Some residents also allege institutional bias at SFMTA manifests itself in other policies, including the agency’s “Biking and Rolling Plan,” which aims to shift toward using what planners call “micromobility”: bicycles and other human-powered vehicles. At a Board of Directors meeting in May, some directors expressed concern over a $1.5 million contract awarded to the San Francisco Bicycle Coalition Education Fund, a spinoff organization of the bicyclists’ advocacy group, for free “bicycle and scooter education classes.”
Stephen Martin-Pinto, a firefighter and former Veterans Affairs Commissioner who ran against Melgar in the most recent election, attended the survey meeting and wasn’t impressed.
“I get the sense that many people think that the plans are already made,” Martin-Pinto told the Voice in an interview. “They try to get their opinions on the record, but many people think that the plan’s already been made, it’s already been approved, but they hold these community outreach meetings as a formality.”

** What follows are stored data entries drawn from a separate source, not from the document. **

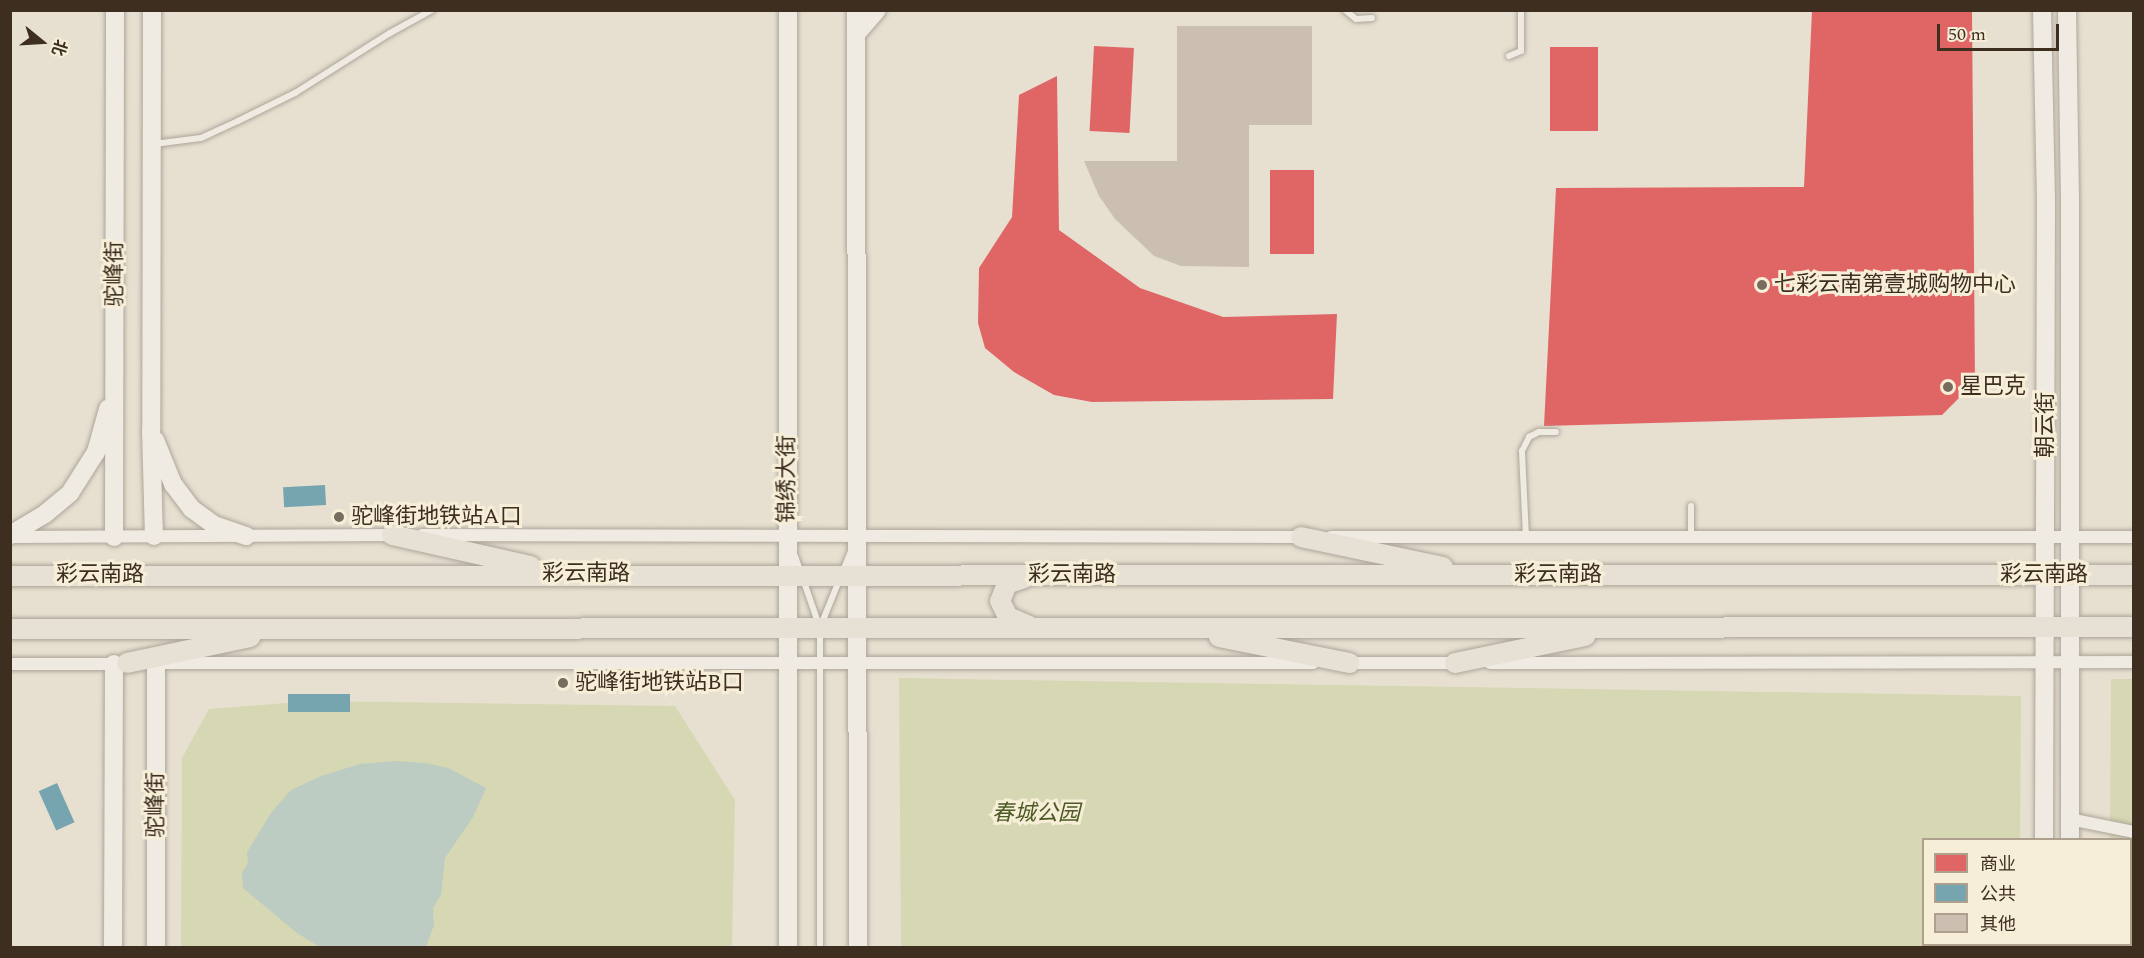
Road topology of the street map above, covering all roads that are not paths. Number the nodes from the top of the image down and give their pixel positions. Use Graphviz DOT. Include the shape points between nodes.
graph roads {
  1 [pos="115,10"];
  2 [pos="152,10"];
  3 [pos="432,10"];
  4 [pos="788,10"];
  5 [pos="856,10"];
  6 [pos="877,10"];
  7 [pos="1345,10"];
  8 [pos="1521,10"];
  9 [pos="2042,10"];
  10 [pos="2067,10"];
  11 [pos="1372,18"];
  12 [pos="856,34"];
  13 [pos="1509,56"];
  14 [pos="153,144"];
  15 [pos="114,387"];
  16 [pos="151,430"];
  17 [pos="1556,432"];
  18 [pos="1691,506"];
  19 [pos="392,535"];
  20 [pos="10,536"];
  21 [pos="154,536"];
  22 [pos="246,536"];
  23 [pos="787,536"];
  24 [pos="857,536"];
  25 [pos="1691,536"];
  26 [pos="114,537"];
  27 [pos="1300,537"];
  28 [pos="1526,537"];
  29 [pos="2045,537"];
  30 [pos="2070,537"];
  31 [pos="2133,537"];
  32 [pos="566,574"];
  33 [pos="794,575"];
  34 [pos="849,575"];
  35 [pos="1036,575"];
  36 [pos="1481,575"];
  37 [pos="2044,575"];
  38 [pos="2069,575"];
  39 [pos="2133,575"];
  40 [pos="10,576"];
  41 [pos="1626,627"];
  42 [pos="2043,627"];
  43 [pos="2069,627"];
  44 [pos="2133,627"];
  45 [pos="10,628"];
  46 [pos="289,628"];
  47 [pos="788,628"];
  48 [pos="820,628"];
  49 [pos="858,628"];
  50 [pos="1034,628"];
  51 [pos="1175,628"];
  52 [pos="2043,662"];
  53 [pos="2069,662"];
  54 [pos="2133,662"];
  55 [pos="10,663"];
  56 [pos="156,663"];
  57 [pos="788,663"];
  58 [pos="820,663"];
  59 [pos="858,663"];
  60 [pos="1349,663"];
  61 [pos="1455,663"];
  62 [pos="120,664"];
  63 [pos="2070,819"];
  64 [pos="2133,832"];
  65 [pos="2044,838"];
  66 [pos="2070,838"];
  67 [pos="113,948"];
  68 [pos="156,948"];
  69 [pos="788,948"];
  70 [pos="820,948"];
  71 [pos="858,948"];
  1 -- 15 [label="main road, 驼峰街"];
  2 -- 14 [label="main road, 驼峰街"];
  3 -- 14 [label="lane" via="295,93 238,121 201,138"];
  4 -- 23 [label="main road, 锦绣大街"];
  5 -- 12 [label="main road"];
  6 -- 12 [label="main road"];
  7 -- 11 [label="lane" via="1356,19"];
  8 -- 13 [label="lane" via="1521,51"];
  9 -- 29 [label="main road, 朝云街"];
  10 -- 30 [label="main road, 朝云街"];
  12 -- 24 [label="main road"];
  14 -- 16 [label="main road, 驼峰街"];
  15 -- 20 [label="main road" via="96,452 70,494"];
  15 -- 26 [label="main road, 驼峰街"];
  16 -- 21 [label="main road, 驼峰街"];
  16 -- 22 [label="main road" via="173,483 192,509 214,525"];
  17 -- 28 [label="lane" via="1539,432 1529,437 1522,451"];
  18 -- 25 [label="lane"];
  19 -- 22 [label="street"];
  19 -- 23 [label="street"];
  19 -- 32 [label="main road"];
  20 -- 26 [label="street"];
  21 -- 22 [label="street"];
  21 -- 26 [label="street"];
  23 -- 24 [label="street"];
  23 -- 33 [label="main road, 锦绣大街"];
  24 -- 27 [label="street"];
  24 -- 34 [label="main road"];
  25 -- 28 [label="street"];
  25 -- 29 [label="street"];
  27 -- 28 [label="street"];
  27 -- 36 [label="main road"];
  29 -- 30 [label="street"];
  29 -- 37 [label="main road, 朝云街"];
  30 -- 31 [label="street"];
  30 -- 38 [label="main road, 朝云街"];
  32 -- 33 [label="main road, 彩云南路"];
  32 -- 40 [label="main road, 彩云南路"];
  33 -- 34 [label="main road, 彩云南路"];
  33 -- 47 [label="main road, 锦绣大街"];
  33 -- 48 [label="lane"];
  34 -- 35 [label="main road, 彩云南路"];
  34 -- 48 [label="lane"];
  34 -- 49 [label="main road"];
  35 -- 36 [label="main road, 彩云南路"];
  35 -- 50 [label="main road" via="1012,580 1003,589 1000,601 1008,617"];
  36 -- 37 [label="main road, 彩云南路"];
  37 -- 38 [label="main road, 彩云南路"];
  37 -- 42 [label="main road, 朝云街"];
  38 -- 39 [label="main road, 彩云南路"];
  38 -- 43 [label="main road, 朝云街"];
  41 -- 42 [label="main road"];
  41 -- 51 [label="main road"];
  41 -- 61 [label="main road"];
  42 -- 43 [label="main road"];
  42 -- 52 [label="main road, 朝云街"];
  43 -- 44 [label="main road"];
  43 -- 53 [label="main road, 朝云街"];
  45 -- 46 [label="main road"];
  46 -- 47 [label="main road"];
  46 -- 62 [label="main road"];
  47 -- 48 [label="main road"];
  47 -- 57 [label="main road, 锦绣大街"];
  48 -- 49 [label="main road"];
  48 -- 58 [label="lane"];
  49 -- 50 [label="main road"];
  49 -- 59 [label="main road"];
  50 -- 51 [label="main road"];
  51 -- 60 [label="main road"];
  52 -- 53 [label="street"];
  52 -- 61 [label="street"];
  52 -- 65 [label="main road, 朝云街"];
  53 -- 54 [label="street"];
  53 -- 63 [label="main road, 朝云街"];
  55 -- 62 [label="street"];
  56 -- 57 [label="street"];
  56 -- 62 [label="street"];
  56 -- 68 [label="main road, 驼峰街"];
  57 -- 58 [label="street"];
  57 -- 69 [label="main road, 锦绣大街"];
  58 -- 59 [label="street"];
  58 -- 70 [label="lane"];
  59 -- 60 [label="street"];
  59 -- 71 [label="main road"];
  60 -- 61 [label="street"];
  62 -- 67 [label="main road, 驼峰街"];
  63 -- 64 [label="street"];
  63 -- 66 [label="main road, 朝云街"];
}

As a working firefighter, Martin-Pinto also sees other flaws in the transit agencies’ approaches, such as relying more on engineering than enforcement for traffic safety, narrowing streets, which makes emergency service response harder, and generally, “being in a bubble.”
Another issue related to public confidence is a major showstopper for SFMTA: The agency is broke. The nosedive in transit use caused by the pandemic, the loss of parking revenue, not only from Covid but from the increasing use of rideshares and robotaxis, and the exhaustion of pandemic-related aid has the agency falling down the “fiscal cliff” that its director Jeffrey Tumlin has been warning of for the last two years.
Tumlin and his agency have had terrible luck in their attempts to pull out of the fiscal hole. A 2020 study by SFCTA to enact congestion pricing to reduce traffic issues and help fund transit was put on hold partly due to stakeholders’ poor reception. A $400 million bond measure to pay for street safety infrastructure narrowly lost in the June 2022 election. A planned regional transit funding measure was postponed to make way for a regional affordable housing measure, which was then pulled from the November 2024 ballot due to bureaucratic stumbles. Finally, Proposition L, the local transit tax measure, also failed.
Last week’s meeting was part of the Inner Sunset study’s initial community outreach phase. SFCTA staff say that the input will help form initial concepts, and then a second round of outreach will take place in the spring, likely in March.
While many residents still need to be convinced about the process, Cyrus Hall hopes stakeholders can remember the basics.
“At the end of the day, we are all pedestrians at some point,” he told The Voice. “Whether you drive to the Inner Sunset, whether you take transit, whether you walk, or whether you bike, however you get there, you’re very likely to be a pedestrian while you are in the area, and there’s going to be a need to make sure that pedestrians are safe and that car traffic is controlled. I think that’s something everyone should be able to agree on.”